One can posit some criteria for what constitutes an admissible individual — e.g. one can posit there needs to be some process of finite complexity that generates all members of the individual. The particulars of these criteria are not critical to the notions we’re developing here.

Next consider a value function v that maps from P x V into (some subset of) the real numbers. In this picture a “value system” is the graph of a value function.

We can interpret v(x,A) as the value of subset x in the context of individual A.

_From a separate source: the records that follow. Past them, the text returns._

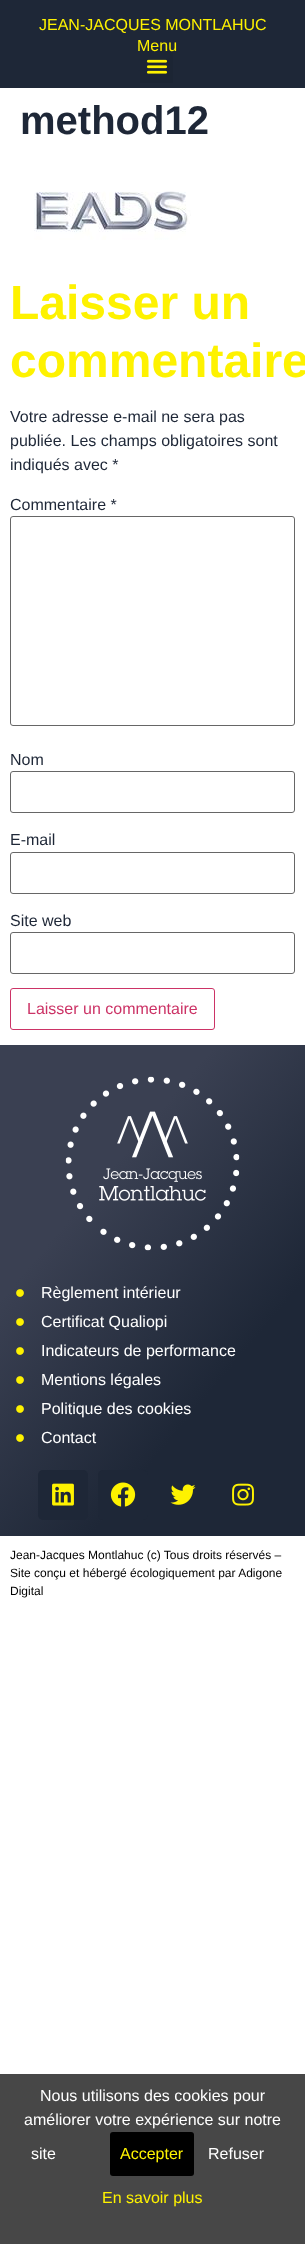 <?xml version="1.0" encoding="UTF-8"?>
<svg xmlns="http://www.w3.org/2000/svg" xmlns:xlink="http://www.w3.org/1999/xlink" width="305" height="2244">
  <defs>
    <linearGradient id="g1" gradientUnits="userSpaceOnUse" x1="-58" y1="1114" x2="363" y2="1467"><stop offset="0.3" stop-color="#3a4052" /><stop offset="0.7" stop-color="#1e2737" /></linearGradient>
  </defs>
  <rect width="100%" height="100%" fill="#ffffff" />
  <rect y="2074" width="305" height="170" fill="#474747" />
  <rect width="305" height="88" fill="#1e2737" />
  <rect x="140" y="50" width="33" height="33" fill="#000000" fill-opacity="0.05" />
  <image x="146" y="59" width="22" height="15" xlink:href="image1.png" />
  <image x="34" y="191" width="157" height="49" xlink:href="image2.png" />
  <rect x="10.5" y="516.5" width="284" height="209" rx="2.5" fill="none" stroke="#666666" />
  <rect x="10.5" y="771.5" width="284" height="41" rx="2.5" fill="none" stroke="#666666" />
  <rect x="10.5" y="852.5" width="284" height="41" rx="2.5" fill="none" stroke="#666666" />
  <rect x="10.5" y="932.5" width="284" height="41" rx="2.5" fill="none" stroke="#666666" />
  <rect x="10.5" y="988.5" width="204" height="41" rx="2.5" fill="none" stroke="#cc3366" />
  <rect y="1045" width="305" height="491" fill="url(#g1)" />
  <image x="65" y="1076" width="175" height="175" xlink:href="image3.png" />
  <image x="16" y="1289" width="8" height="8" xlink:href="image4.png" />
  <image x="16" y="1318" width="8" height="8" xlink:href="image5.png" />
  <image x="16" y="1347" width="8" height="8" xlink:href="image6.png" />
  <image x="16" y="1376" width="8" height="8" xlink:href="image7.png" />
  <image x="16" y="1405" width="8" height="8" xlink:href="image8.png" />
  <image x="16" y="1434" width="8" height="8" xlink:href="image9.png" />
  <rect x="38" y="1470" width="50" height="50" rx="5" fill="#1e2737" />
  <image x="52" y="1483" width="22" height="23" xlink:href="image10.png" />
  <rect x="98" y="1470" width="50" height="50" rx="5" fill="#1e2737" />
  <image x="110" y="1482" width="26" height="25" xlink:href="image11.png" />
  <image x="170" y="1484" width="26" height="21" xlink:href="image12.png" />
  <image x="232" y="1483" width="22" height="23" xlink:href="image13.png" />
  <rect x="110" y="2132" width="84" height="44" rx="3" fill="#000000" />
  <text x="39" y="30" style="font-family: Liberation Sans; font-size: 16px; fill: #fef200">JEAN-JACQUES MONTLAHUC</text>
  <text x="137" y="51" style="font-family: Liberation Sans; font-size: 16px; fill: #fef200">Menu</text>
  <text x="20" y="134" style="font-family: Liberation Sans; font-size: 40px; font-weight: bold; fill: #1e2737">method12</text>
  <text x="10" y="319" style="font-family: Liberation Sans; font-size: 48px; font-weight: bold; fill: #fef200">Laisser un</text>
  <text x="10" y="377" style="font-family: Liberation Sans; font-size: 48px; font-weight: bold; fill: #fef200">commentaire</text>
  <text x="10" y="422" style="font-family: Liberation Sans; font-size: 16px; fill: #1e2737">Votre adresse e-mail ne sera pas</text>
  <text x="10" y="446" style="font-family: Liberation Sans; font-size: 16px; fill: #1e2737">publiée. Les champs obligatoires sont</text>
  <text x="10" y="470" style="font-family: Liberation Sans; font-size: 16px; fill: #1e2737">indiqués avec *</text>
  <text x="10" y="510" style="font-family: Liberation Sans; font-size: 16px; fill: #1e2737">Commentaire *</text>
  <text x="10" y="765" style="font-family: Liberation Sans; font-size: 16px; fill: #1e2737">Nom</text>
  <text x="10" y="845" style="font-family: Liberation Sans; font-size: 16px; fill: #1e2737">E-mail</text>
  <text x="10" y="926" style="font-family: Liberation Sans; font-size: 16px; fill: #1e2737">Site web</text>
  <text x="27" y="1014" style="font-family: Liberation Sans; font-size: 16px; fill: #cc3366">Laisser un commentaire</text>
  <text x="41" y="1298" style="font-family: Liberation Sans; font-size: 16px; fill: #ffffff">Règlement intérieur</text>
  <text x="41" y="1327" style="font-family: Liberation Sans; font-size: 16px; fill: #ffffff">Certificat Qualiopi</text>
  <text x="41" y="1356" style="font-family: Liberation Sans; font-size: 16px; fill: #ffffff">Indicateurs de performance</text>
  <text x="41" y="1385" style="font-family: Liberation Sans; font-size: 16px; fill: #ffffff">Mentions légales</text>
  <text x="41" y="1414" style="font-family: Liberation Sans; font-size: 16px; fill: #ffffff">Politique des cookies</text>
  <text x="41" y="1443" style="font-family: Liberation Sans; font-size: 16px; fill: #ffffff">Contact</text>
  <text x="10" y="1559" style="font-family: Liberation Sans; font-size: 12px; fill: #000000">Jean-Jacques Montlahuc (c) Tous droits réservés –</text>
  <text x="10" y="1577" style="font-family: Liberation Sans; font-size: 12px; fill: #000000">Site conçu et hébergé écologiquement par Adigone</text>
  <text x="10" y="1595" style="font-family: Liberation Sans; font-size: 12px; fill: #000000">Digital</text>
  <text x="40" y="2101" style="font-family: Liberation Sans; font-size: 16px; fill: #ffffff">Nous utilisons des cookies pour</text>
  <text x="24" y="2125" style="font-family: Liberation Sans; font-size: 16px; fill: #ffffff">améliorer votre expérience sur notre</text>
  <text x="31" y="2159" style="font-family: Liberation Sans; font-size: 16px; fill: #ffffff">site</text>
  <text x="120" y="2159" style="font-family: Liberation Sans; font-size: 16px; fill: #fef200">Accepter</text>
  <text x="208" y="2159" style="font-family: Liberation Sans; font-size: 16px; fill: #ffffff">Refuser</text>
  <text x="102" y="2203" style="font-family: Liberation Sans; font-size: 16px; fill: #fef200">En savoir plus</text>
</svg>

Let # denote a disjoint union operator on individuals in V (one could generalize and look at disjoint coproduct in a categorial setting, but I’m not sure we need that for starters…) .

Then:

Define a value function v to be *coherent* if for all individuals A, B in V,

*argmax { v(x, A#B)) | x in A # B } = (argmax { v(y, A) | y in A} ) # (argmax { v(z, B) | z in B} )*

I.e., what this says is: The instance of the individual A # B with maximum value according to v, is obtained by taking the instance of the individual A with maximum value and joining it (via #) with the instance of the individual B with maximum value.

One could generalize this a bit by asking e.g. that the instances x of A#B for which v(x) is in the top decile across A#B, are mostly of the form y#z where v(y) is in the top decile across A and v(z) is in the top decile across B. But this doesn’t seem to change the conceptual picture much, so for the moment we’ll stick with the stricter definition of coherence in terms of argmax.

In the case of fuzzy individuals, the definition of coherence might look more like

*argmax { v(x, A#B) * m(x, A#B) | x in V } = (argmax { v(y, A) * m(y,A) | y in V} ) # (argmax { v(z, B) * m(z,B) | z in V} )*

where e.g. m(x,A) denotes the fuzzy membership degree of x in individual A. However, the story is the same here as in the crisp case because we can simply define

*v1(x, A) = v(x,A) * m(x, A)*

and then apply the crisp definition. I.e. on a formal level, the fuzziness can be baked into the context-dependence of the value function.

##

**Intuitive Meaning of Value System Coherence**

For a coherent value system, what is best for a society of humans will necessarily involve each human within the society doing what the value system considers the best thing for them to do. For a coherent value system, doing the best thing over a long period of time involved, over each shorter subinterval of time, doing what the value system considers the best thing to do then.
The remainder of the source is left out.